Kenvue, a company you’ve never heard of until today, is poised to become a major player in consumer health starting next year.
That’s because Johnson & Johnson just announced Kenvue as the name of its planned consumer health spinoff.
A video posted by J&J posits Kenvue’s “compelling purpose”: “A new view of care is coming. Where expertise meets empathy. Where iconic brands meet life’s daily rituals. To realize the extraordinary power of everyday care.”
The video specifically shows Neutrogena, Listerine, Johnson’s baby shampoo and Tylenol, but the new company will also market Aveeno, Band-Aid and every other consumer product now under J&J’s purview.
The name Kenvue, says J&J, is “inspired by two powerful ideas.” The first half, “ken,” means knowledge. The second half, “vue,” means sight.
Hence, “with rich knowledge of human needs and deep consumer insights, Kenvue will deliver meaningful, personal health solutions.”
The new company’s logo -- the letter “K,” in a rounded logotype, followed by a lower case “kenvue” on a rich green rectangular background -- is said to “represent the company’s timelessness, while allowing space for its iconic brands to also have a home.” The color, meanwhile, “works in harmony with the multicolored palette of the company’s portfolio of well-known brands.”
“We breathe life into some of the world’s most iconic and beloved brands every day, so we harnessed that same expertise, love, and energy into developing our new corporate identity,” explained Thibaut Mongon, designated chief executive officer of Kenvue, in a press statement.
In addition to Mongon, J&J previously announced Paul Ruh as chief financial officer and Larry Merlo as chairman of the board.
Expounding on Kenvue’s stated purpose to “realize the extraordinary power of everyday care,” Mongon said, “We believe that daily self-care rituals add up over time and have a profound cumulative impact on your wellbeing….And our work is to put that power into the hands of consumers around the world.”
J&J noted that its consumer health business generated revenue of $14.6 billion in 2021.

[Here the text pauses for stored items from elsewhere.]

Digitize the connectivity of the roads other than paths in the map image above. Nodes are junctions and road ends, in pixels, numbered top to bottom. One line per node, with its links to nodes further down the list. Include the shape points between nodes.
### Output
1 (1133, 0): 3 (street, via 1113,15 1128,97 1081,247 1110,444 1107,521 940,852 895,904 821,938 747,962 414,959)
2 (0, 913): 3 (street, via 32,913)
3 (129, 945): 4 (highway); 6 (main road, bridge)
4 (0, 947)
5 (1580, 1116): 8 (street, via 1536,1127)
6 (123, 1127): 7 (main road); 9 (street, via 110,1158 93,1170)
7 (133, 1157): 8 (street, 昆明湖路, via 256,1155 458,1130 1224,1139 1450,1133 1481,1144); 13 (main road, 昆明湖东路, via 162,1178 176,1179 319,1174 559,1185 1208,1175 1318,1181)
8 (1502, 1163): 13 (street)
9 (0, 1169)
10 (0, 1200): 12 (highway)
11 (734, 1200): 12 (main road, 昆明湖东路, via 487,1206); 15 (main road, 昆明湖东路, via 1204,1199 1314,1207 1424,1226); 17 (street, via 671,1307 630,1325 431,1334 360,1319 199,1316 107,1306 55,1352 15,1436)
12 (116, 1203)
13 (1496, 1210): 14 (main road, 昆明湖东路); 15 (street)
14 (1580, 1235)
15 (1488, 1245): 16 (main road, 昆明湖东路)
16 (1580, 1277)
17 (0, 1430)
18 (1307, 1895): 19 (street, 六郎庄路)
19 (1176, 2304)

After the company splits into two entities, pharmaceuticals and medical devices will continue to be handled by Johnson & Johnson.
J&J says the planned separation, first announced last November, will be “better positioned to deliver improved health outcomes for patients and consumers through innovation" and allow the company to "pursue more targeted business strategies and accelerate growth."
Large pharma companies -- which also include Merck, GSK, Novartis and Pfizer -- have been shedding consumer health and other so-called “slow-growing” businesses to “capitalize on innovations in spaces like oncology, rare diseases, and cell and gene therapy and devote enough capital to compete long term,” S&P Global Market Intelligence has explained.
According to Reuters, “Companies have been breaking up their businesses amid a growing consensus that they perform best when the focus is streamlined, as well as increasing pressure from activist investors to boost shareholder returns."
Merck’s consumer health business was sold to Procter & Gamble in 2018.
GSK spun off its consumer business as Haleon earlier this year, which also includes Novartis’ and Pfizer’ former consumer businesses, taken over by GSK in 2015 and 2019 respectively.